The build quality of the rest of the instrument matches the keybed. The knobs feel solid, the buttons have positive action, the screen is mounted firmly, and after six months of daily use there are no rattles, no flaky controls, and no sense that anything is going to fail prematurely. This is the kind of instrument I expect to be playing in fifteen years.

The weight is the cost. The M8X is heavy. If you are gigging with it regularly, you will quickly come to understand what flagship-class build quality means for your back. If you are studio-bound, this will not matter to you. If you are on the road, consider seriously whether the M7 or the M6 makes more sense.

Things I expected to use and have not

Six months is enough time to be honest about features that looked good on paper and have not earned their place.

The motion sequencer. The Montage M’s motion sequencer is a powerful per-part modulation engine that lets you program complex motion patterns and apply them across voice parameters. It is genuinely deep. I have not used it more than a handful of times because my workflow drives modulation from the sequencer side, not the synth side. If your workflow lives entirely inside the Montage, the motion sequencer is a serious tool. For me it has been redundant.

The audio interface mode. The Montage M can act as a USB audio interface for a computer, with multiple inputs and outputs and the synth’s own DSP available to the host. I tried this for a few weeks and reverted to a dedicated audio interface, because the routing flexibility was less than my dedicated interface and the additional cabling did not justify the consolidation.

The smart morph feature. A clever feature that lets you blend between voices using a touchscreen control. Genuinely innovative and well-implemented. Used twice in six months. The reality is that I prefer to switch between voices discretely rather than morph them, which is a personal preference but appears to be a common one.

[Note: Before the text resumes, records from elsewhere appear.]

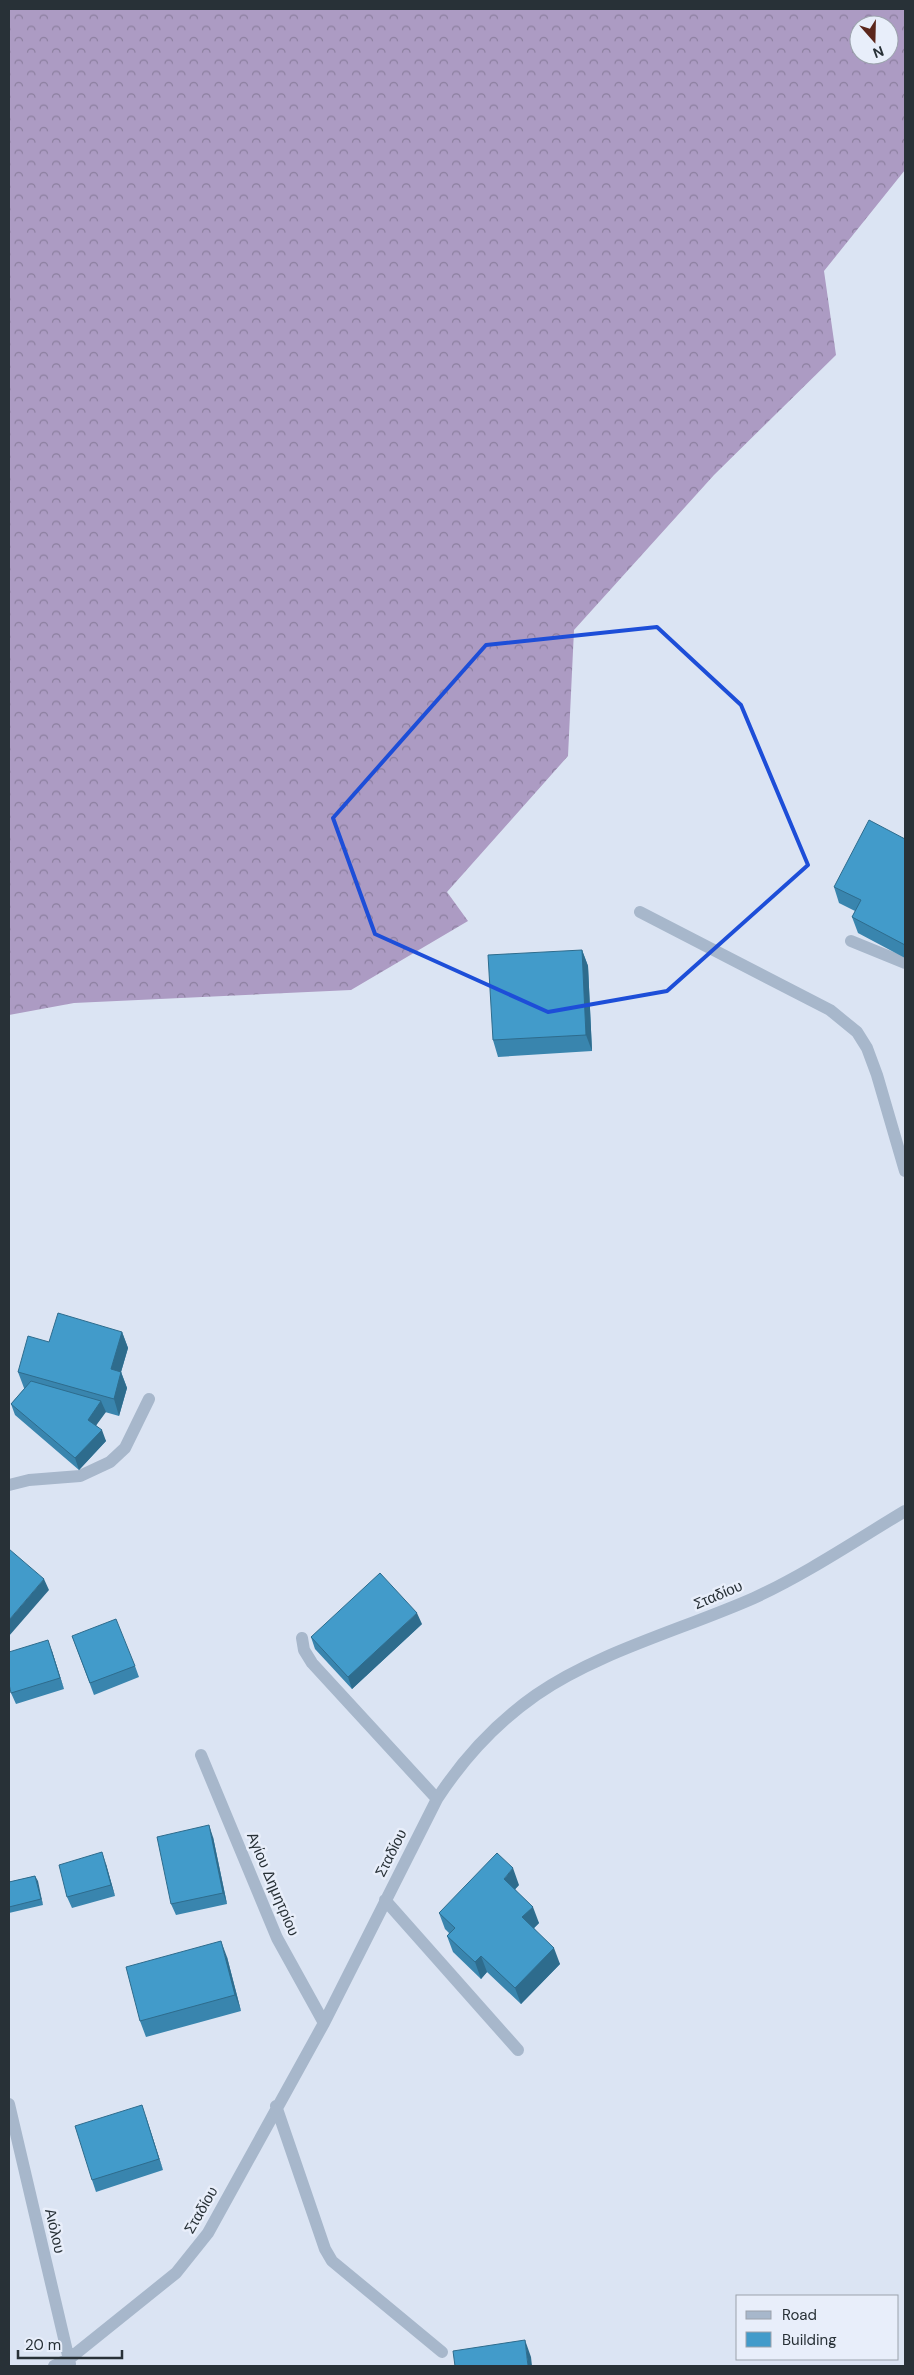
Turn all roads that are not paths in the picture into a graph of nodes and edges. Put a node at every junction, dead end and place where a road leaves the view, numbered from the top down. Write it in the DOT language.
graph roads {
  1 [pos="640,912"];
  2 [pos="851,941"];
  3 [pos="905,963"];
  4 [pos="905,1171"];
  5 [pos="149,1399"];
  6 [pos="9,1485"];
  7 [pos="905,1511"];
  8 [pos="302,1638"];
  9 [pos="201,1755"];
  10 [pos="438,1799"];
  11 [pos="385,1900"];
  12 [pos="324,2023"];
  13 [pos="518,2050"];
  14 [pos="9,2104"];
  15 [pos="276,2106"];
  16 [pos="442,2352"];
  17 [pos="70,2362"];
  18 [pos="54,2366"];
  1 -- 4 [label="street"];
  2 -- 3 [label="street"];
  5 -- 6 [label="street"];
  7 -- 10 [label="street, Σταδίου"];
  8 -- 10 [label="street"];
  9 -- 12 [label="street, Αγίου Δημητρίου"];
  10 -- 11 [label="street, Σταδίου"];
  11 -- 12 [label="street, Σταδίου"];
  11 -- 13 [label="street"];
  12 -- 15 [label="street, Σταδίου"];
  14 -- 17 [label="street, Αιόλου"];
  15 -- 16 [label="street"];
  15 -- 17 [label="street, Σταδίου"];
  17 -- 18 [label="street, Σταδίου"];
}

Things I did not expect to use and have

A few features have surprised me with how often I reach for them.

The arpeggiator library. The Montage M ships with thousands of pre-programmed arpeggios, many of them genuinely musical patterns rather than the generic up-and-down patterns most synths default to. I have used these as starting points for sequencer programming far more often than I expected.

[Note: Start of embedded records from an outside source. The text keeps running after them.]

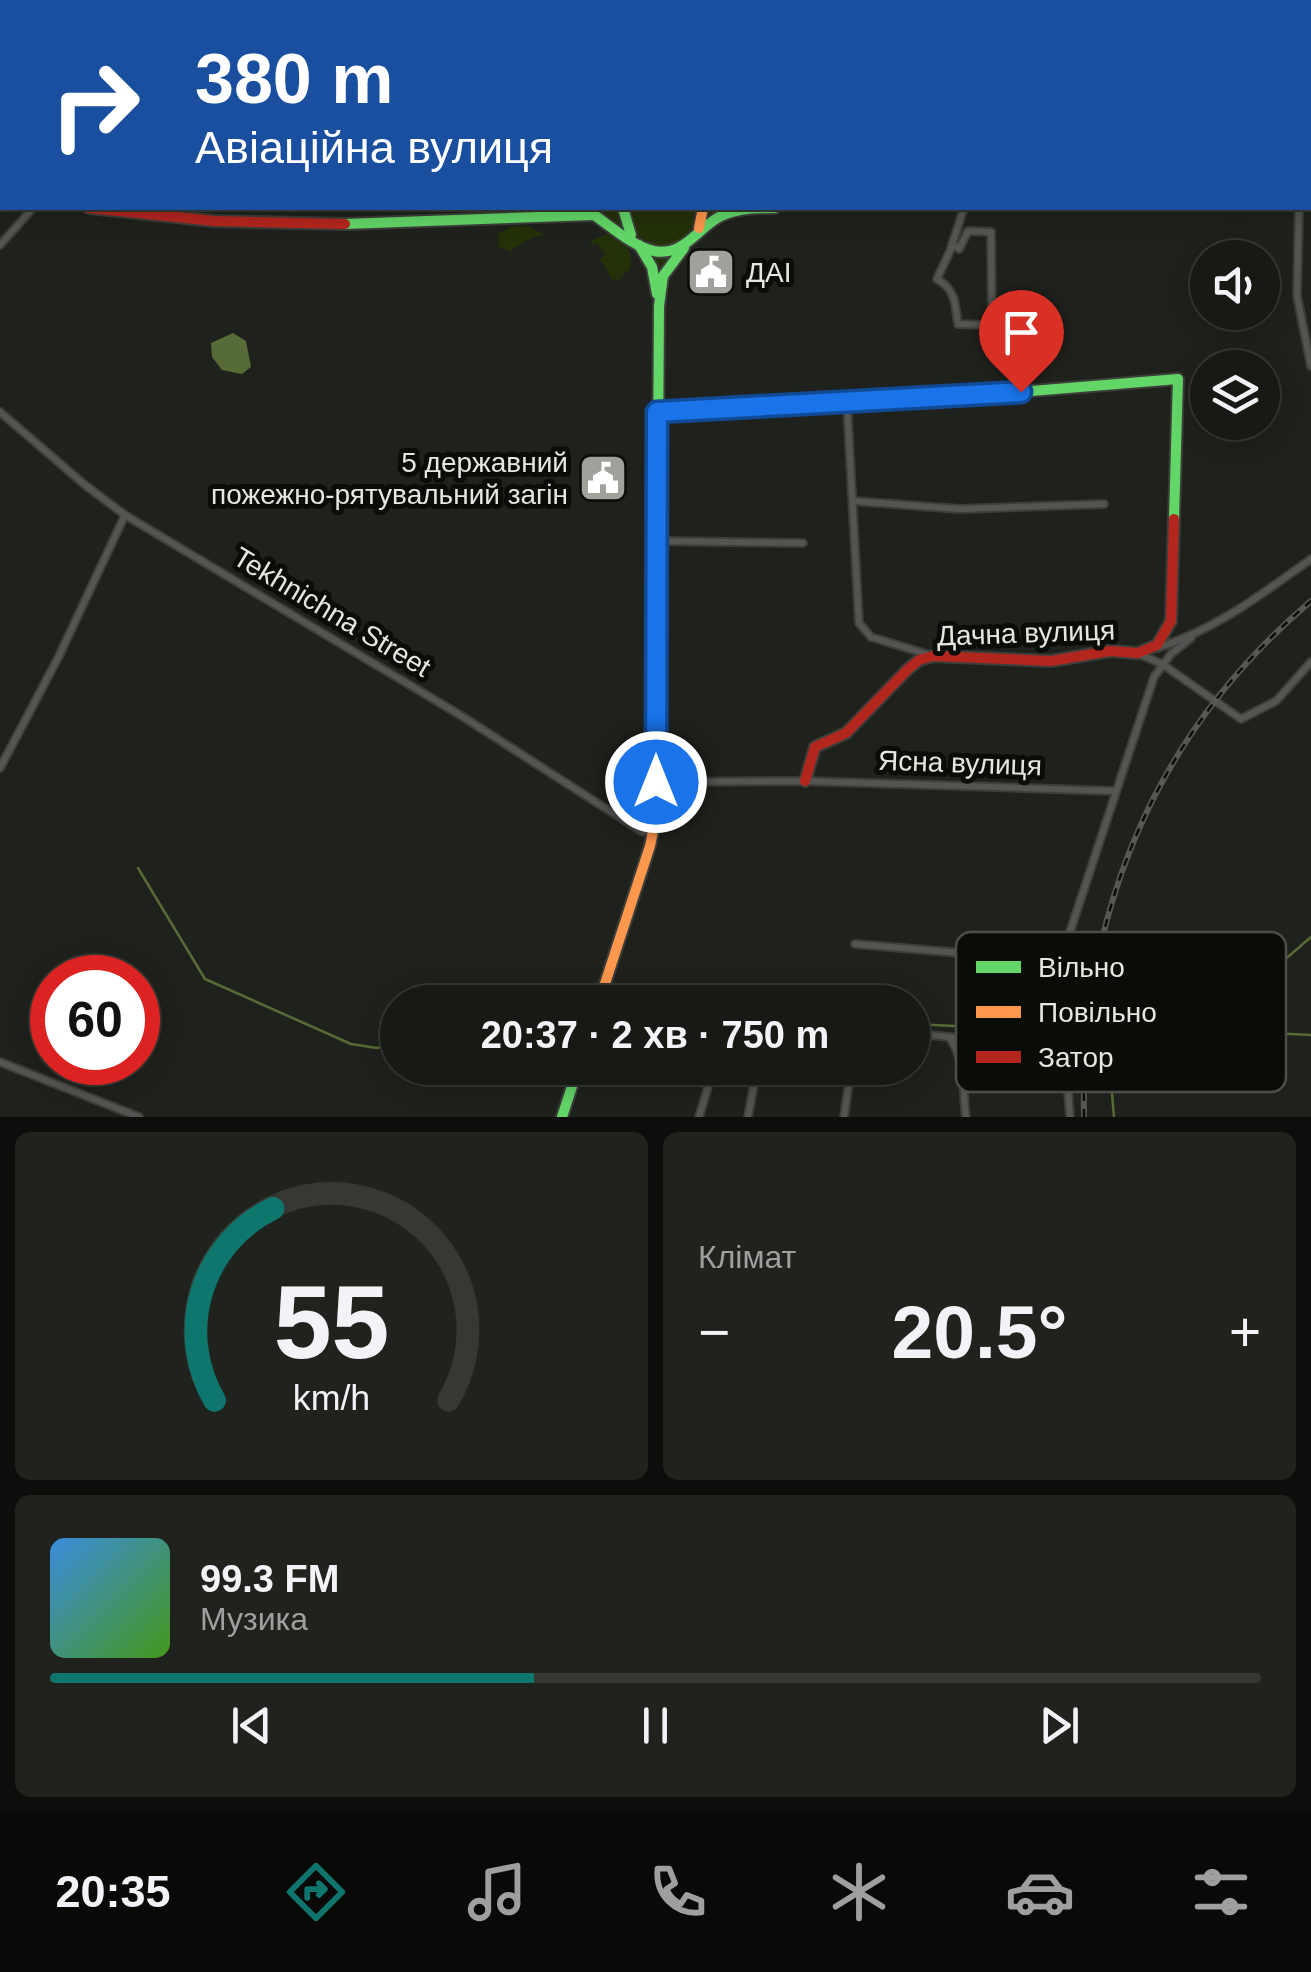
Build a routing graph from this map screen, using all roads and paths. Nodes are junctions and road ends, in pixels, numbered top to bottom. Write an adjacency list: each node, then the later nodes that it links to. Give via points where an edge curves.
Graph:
1 (31, 210): 13 (street)
2 (108, 210): 8 (main road, via 356,223)
3 (624, 210): 10 (main road)
4 (702, 210): 9 (main road)
5 (754, 210): 9 (main road, via 723,215)
6 (963, 210): 12 (street)
7 (1300, 210): 15 (street, via 1297,296)
8 (599, 211): 10 (main road)
9 (698, 232): 11 (main road)
10 (636, 241): 11 (main road, via 662,252); 14 (main road, via 652,267)
11 (688, 243): 14 (main road, via 664,276)
12 (952, 244): 12 (street, via 937,279 954,295 958,324 992,325 990,232 968,231 958,249)
13 (0, 245)
14 (659, 306): 18 (main road)
15 (1311, 366)
16 (847, 403): 18 (main road); 19 (street); 26 (main road, Дачна вулиця, via 1178,379 1171,620)
17 (0, 412): 21 (street, Tekhnichna Street)
18 (657, 412): 22 (main road)
19 (853, 501): 20 (street, via 959,509); 28 (street, via 862,629)
20 (1104, 504)
21 (126, 515): 31 (street); 35 (street, Tekhnichna Street)
22 (656, 540): 23 (street); 33 (main road)
23 (804, 543)
24 (1311, 559): 25 (street)
25 (1191, 638): 26 (street); 30 (street)
26 (1150, 650): 27 (main road, Дачна вулиця)
27 (1138, 654): 28 (main road, Дачна вулиця, via 1051,660); 30 (street)
28 (933, 656): 32 (main road, Дачна вулиця, via 908,669 846,733 815,747)
29 (1311, 662): 30 (street, via 1276,701 1241,719)
30 (1162, 664): 34 (street)
31 (0, 768)
32 (805, 781): 33 (street, Ясна вулиця); 34 (street, Ясна вулиця)
33 (656, 782): 35 (main road)
34 (1115, 791): 36 (street)
35 (653, 833): 39 (main road)
36 (1070, 932)
37 (855, 944): 38 (street)
38 (956, 953)
39 (605, 985)
40 (930, 1036): 41 (street)
41 (950, 1038): 42 (street); 43 (street)
42 (956, 1039)
43 (956, 1046)
44 (0, 1062): 51 (street)
45 (572, 1085): 52 (main road)
46 (709, 1085): 53 (street)
47 (755, 1085): 54 (street)
48 (849, 1085): 55 (street)
49 (965, 1092): 56 (street)
50 (1068, 1092): 57 (street)
51 (139, 1117)
52 (562, 1117)
53 (699, 1117)
54 (748, 1117)
55 (844, 1117)
56 (966, 1117)
57 (1070, 1117)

The user-loadable samples. Loading my own samples into AWM2 voices and treating the Montage as a sample playback engine has been useful enough that I now think of the Montage’s sample memory as part of my project budget. Not all the time, but often enough to matter.

The performance footswitch and breath controller inputs. These felt like throwaway features at purchase. They are not. Having a footswitch for sustain on non-piano voices and a breath controller for FM-X expressive control turns out to be one of the most musical additions I have made to my setup. If MPE is part of your playing vocabulary, the breath controller pairs naturally with the per-note expression I cover in MPE deep dive.

The verdict at six months

The Montage M has earned its place in my studio. The instruments that pass that test are the ones that I reach for instinctively, that produce tracks I am proud of, that I would replace at full price tomorrow if they were lost. The Montage M is on that list.

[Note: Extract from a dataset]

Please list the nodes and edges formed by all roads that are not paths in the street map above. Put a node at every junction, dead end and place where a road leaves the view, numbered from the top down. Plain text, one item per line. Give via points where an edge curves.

It is not the right synth for everyone. If your music does not have keyboard-driven parts at its core, the Montage M is more synth than you need. If your relationship with synths is heavy on hands-on parameter exploration, the menu system will frustrate you. If you do not already have an established workflow that values per-Performance orchestration, the depth of the Performance mode will be wasted on you.

But if you are a player whose music depends on rich, layered, well-orchestrated voices, and you want a single instrument that can be the heart of a hybrid rig for the next decade, the Montage M is one of a very small number of instruments that genuinely earn the flagship label. Six months in, I have no buyer’s regret. That is a higher bar than most flagship instruments clear, and the Montage M clears it cleanly.